• **Directions**
Copy out each line of the data that holds the word "paths".

• **Given records**
#####
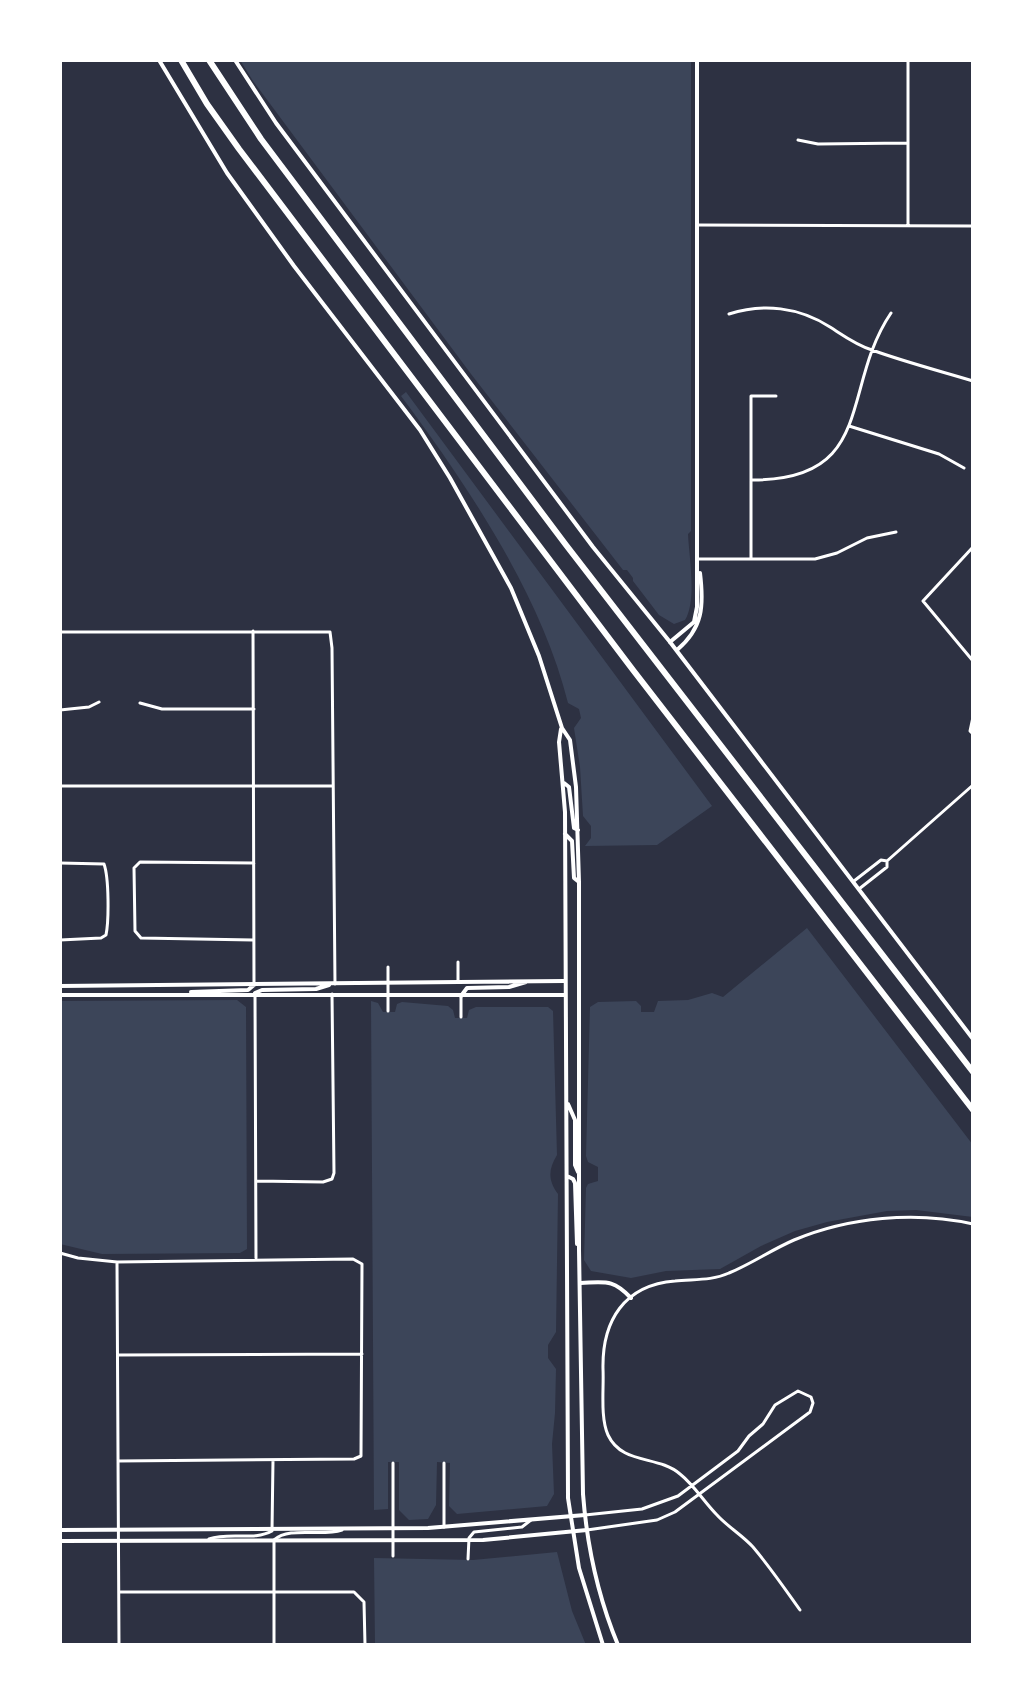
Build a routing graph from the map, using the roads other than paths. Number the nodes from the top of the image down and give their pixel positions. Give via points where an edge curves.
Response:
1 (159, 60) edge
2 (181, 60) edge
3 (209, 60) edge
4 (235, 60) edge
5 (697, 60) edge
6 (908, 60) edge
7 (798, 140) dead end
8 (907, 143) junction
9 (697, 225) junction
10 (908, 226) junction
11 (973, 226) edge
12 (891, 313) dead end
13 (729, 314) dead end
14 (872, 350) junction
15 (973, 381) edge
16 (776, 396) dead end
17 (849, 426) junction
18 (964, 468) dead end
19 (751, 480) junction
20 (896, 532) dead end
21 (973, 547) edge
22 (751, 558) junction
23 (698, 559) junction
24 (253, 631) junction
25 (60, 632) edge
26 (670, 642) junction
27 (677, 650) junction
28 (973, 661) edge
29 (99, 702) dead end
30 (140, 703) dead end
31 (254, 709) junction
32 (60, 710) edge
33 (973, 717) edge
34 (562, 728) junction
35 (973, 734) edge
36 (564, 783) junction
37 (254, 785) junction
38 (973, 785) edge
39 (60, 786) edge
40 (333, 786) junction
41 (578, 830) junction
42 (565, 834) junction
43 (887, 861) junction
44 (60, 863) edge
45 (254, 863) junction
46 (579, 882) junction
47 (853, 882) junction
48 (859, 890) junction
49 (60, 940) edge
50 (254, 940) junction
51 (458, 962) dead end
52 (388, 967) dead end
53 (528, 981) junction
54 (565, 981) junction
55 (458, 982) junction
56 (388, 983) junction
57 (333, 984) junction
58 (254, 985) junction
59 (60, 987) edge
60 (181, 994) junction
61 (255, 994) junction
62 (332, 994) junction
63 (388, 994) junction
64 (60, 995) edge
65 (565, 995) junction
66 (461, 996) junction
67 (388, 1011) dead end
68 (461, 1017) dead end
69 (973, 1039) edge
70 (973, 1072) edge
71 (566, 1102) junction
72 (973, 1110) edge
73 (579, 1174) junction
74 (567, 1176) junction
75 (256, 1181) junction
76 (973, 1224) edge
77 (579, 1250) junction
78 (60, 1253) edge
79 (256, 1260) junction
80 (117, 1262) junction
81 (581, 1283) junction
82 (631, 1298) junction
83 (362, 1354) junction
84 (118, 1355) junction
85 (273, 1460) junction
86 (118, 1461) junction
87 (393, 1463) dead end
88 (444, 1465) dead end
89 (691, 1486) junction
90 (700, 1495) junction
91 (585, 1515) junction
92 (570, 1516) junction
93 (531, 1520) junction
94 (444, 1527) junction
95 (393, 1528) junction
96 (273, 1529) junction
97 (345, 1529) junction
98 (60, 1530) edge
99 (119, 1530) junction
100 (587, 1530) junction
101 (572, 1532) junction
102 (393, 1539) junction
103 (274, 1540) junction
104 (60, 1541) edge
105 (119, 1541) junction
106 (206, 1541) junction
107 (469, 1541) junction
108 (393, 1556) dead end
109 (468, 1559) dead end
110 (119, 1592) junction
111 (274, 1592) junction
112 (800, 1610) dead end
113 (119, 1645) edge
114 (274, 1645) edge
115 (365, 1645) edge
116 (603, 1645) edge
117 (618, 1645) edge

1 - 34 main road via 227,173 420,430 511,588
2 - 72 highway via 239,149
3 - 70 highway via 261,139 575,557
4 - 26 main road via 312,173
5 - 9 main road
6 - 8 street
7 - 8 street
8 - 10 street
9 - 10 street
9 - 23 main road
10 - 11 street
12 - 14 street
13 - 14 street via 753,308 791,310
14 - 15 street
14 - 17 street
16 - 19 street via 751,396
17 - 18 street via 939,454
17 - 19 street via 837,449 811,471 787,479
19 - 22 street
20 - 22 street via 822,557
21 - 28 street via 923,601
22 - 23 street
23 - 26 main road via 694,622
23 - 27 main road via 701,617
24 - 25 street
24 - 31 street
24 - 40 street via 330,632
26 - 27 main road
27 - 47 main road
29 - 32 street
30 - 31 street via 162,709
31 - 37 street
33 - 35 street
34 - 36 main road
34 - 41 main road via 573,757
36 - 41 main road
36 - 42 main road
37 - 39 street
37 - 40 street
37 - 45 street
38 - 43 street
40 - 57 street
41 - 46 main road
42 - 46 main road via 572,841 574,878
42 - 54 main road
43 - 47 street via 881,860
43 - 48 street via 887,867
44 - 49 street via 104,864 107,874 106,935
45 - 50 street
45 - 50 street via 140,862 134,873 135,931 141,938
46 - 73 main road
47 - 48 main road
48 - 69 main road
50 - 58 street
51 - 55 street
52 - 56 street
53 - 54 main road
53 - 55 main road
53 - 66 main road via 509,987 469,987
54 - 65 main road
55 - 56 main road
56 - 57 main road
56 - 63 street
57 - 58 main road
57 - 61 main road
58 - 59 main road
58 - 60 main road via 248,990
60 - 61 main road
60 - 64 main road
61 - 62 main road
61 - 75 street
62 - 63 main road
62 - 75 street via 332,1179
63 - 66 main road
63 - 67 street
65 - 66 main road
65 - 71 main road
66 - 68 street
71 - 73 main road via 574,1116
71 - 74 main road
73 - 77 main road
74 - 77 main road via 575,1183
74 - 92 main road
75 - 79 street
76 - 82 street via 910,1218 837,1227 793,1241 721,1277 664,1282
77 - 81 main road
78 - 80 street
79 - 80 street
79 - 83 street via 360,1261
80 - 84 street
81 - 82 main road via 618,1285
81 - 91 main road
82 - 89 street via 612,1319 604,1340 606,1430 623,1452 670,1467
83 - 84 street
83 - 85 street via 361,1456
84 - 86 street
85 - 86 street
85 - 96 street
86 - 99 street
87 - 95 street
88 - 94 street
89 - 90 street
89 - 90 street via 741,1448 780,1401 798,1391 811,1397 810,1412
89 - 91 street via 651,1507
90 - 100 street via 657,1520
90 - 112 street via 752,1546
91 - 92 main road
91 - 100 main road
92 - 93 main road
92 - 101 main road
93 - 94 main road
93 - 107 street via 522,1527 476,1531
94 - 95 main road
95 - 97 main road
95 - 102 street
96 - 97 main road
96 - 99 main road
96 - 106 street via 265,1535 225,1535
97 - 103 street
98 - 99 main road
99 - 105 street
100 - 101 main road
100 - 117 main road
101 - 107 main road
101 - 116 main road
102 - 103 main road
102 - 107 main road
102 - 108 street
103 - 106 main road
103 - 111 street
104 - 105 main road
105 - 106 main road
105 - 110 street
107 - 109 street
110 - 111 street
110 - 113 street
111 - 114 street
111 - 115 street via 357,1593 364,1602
#####
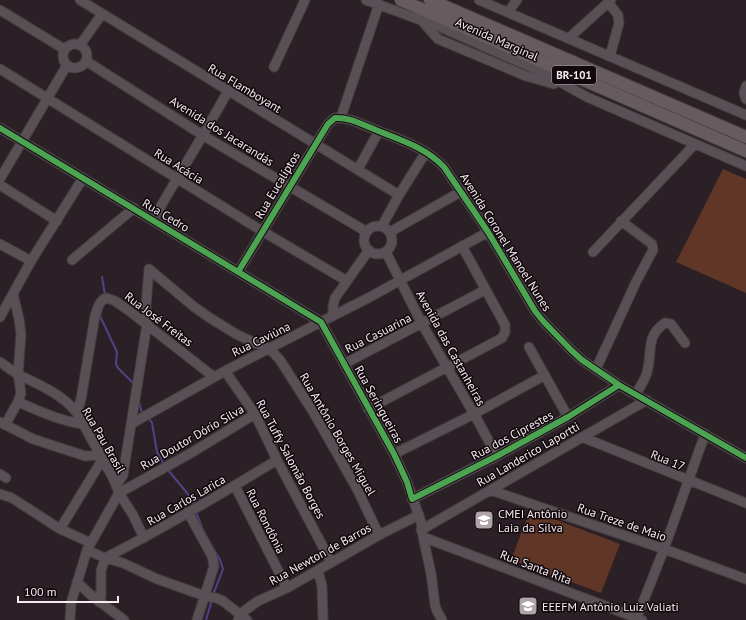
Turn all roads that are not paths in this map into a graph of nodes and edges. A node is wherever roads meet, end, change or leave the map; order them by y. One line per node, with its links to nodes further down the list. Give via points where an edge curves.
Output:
#####
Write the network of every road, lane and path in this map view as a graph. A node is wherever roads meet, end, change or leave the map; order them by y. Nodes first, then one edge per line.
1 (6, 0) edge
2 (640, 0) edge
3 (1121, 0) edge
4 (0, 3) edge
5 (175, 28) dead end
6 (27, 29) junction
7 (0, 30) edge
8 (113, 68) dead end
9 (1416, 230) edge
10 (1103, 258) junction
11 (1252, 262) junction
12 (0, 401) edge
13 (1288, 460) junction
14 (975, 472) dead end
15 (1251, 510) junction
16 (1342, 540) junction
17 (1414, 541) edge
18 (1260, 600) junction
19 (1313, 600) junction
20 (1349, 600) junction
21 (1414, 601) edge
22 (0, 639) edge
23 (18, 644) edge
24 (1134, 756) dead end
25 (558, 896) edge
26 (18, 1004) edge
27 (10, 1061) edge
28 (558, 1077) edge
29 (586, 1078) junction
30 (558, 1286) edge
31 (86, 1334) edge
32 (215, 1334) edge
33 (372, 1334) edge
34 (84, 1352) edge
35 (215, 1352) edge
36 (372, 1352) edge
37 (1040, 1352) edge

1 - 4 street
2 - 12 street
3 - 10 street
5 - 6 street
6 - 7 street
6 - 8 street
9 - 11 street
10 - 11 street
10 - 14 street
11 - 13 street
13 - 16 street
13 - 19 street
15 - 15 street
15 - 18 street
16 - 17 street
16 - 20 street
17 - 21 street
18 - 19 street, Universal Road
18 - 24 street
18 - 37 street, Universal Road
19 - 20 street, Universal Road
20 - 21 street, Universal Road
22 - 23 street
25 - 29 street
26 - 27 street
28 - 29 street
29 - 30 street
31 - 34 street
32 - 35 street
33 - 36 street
#####
• **Answer space**
Build a routing graph from the map, using the roads other than paths. Number the nodes from the top of the image down and give their pixel positions. Give via points where an edge curves.
Turn all roads that are not paths in this map into a graph of nodes and edges. A node is wherever roads meet, end, change or leave the map; order them by y. One line per node, with its links to nodes further down the list. Give via points where an edge curves.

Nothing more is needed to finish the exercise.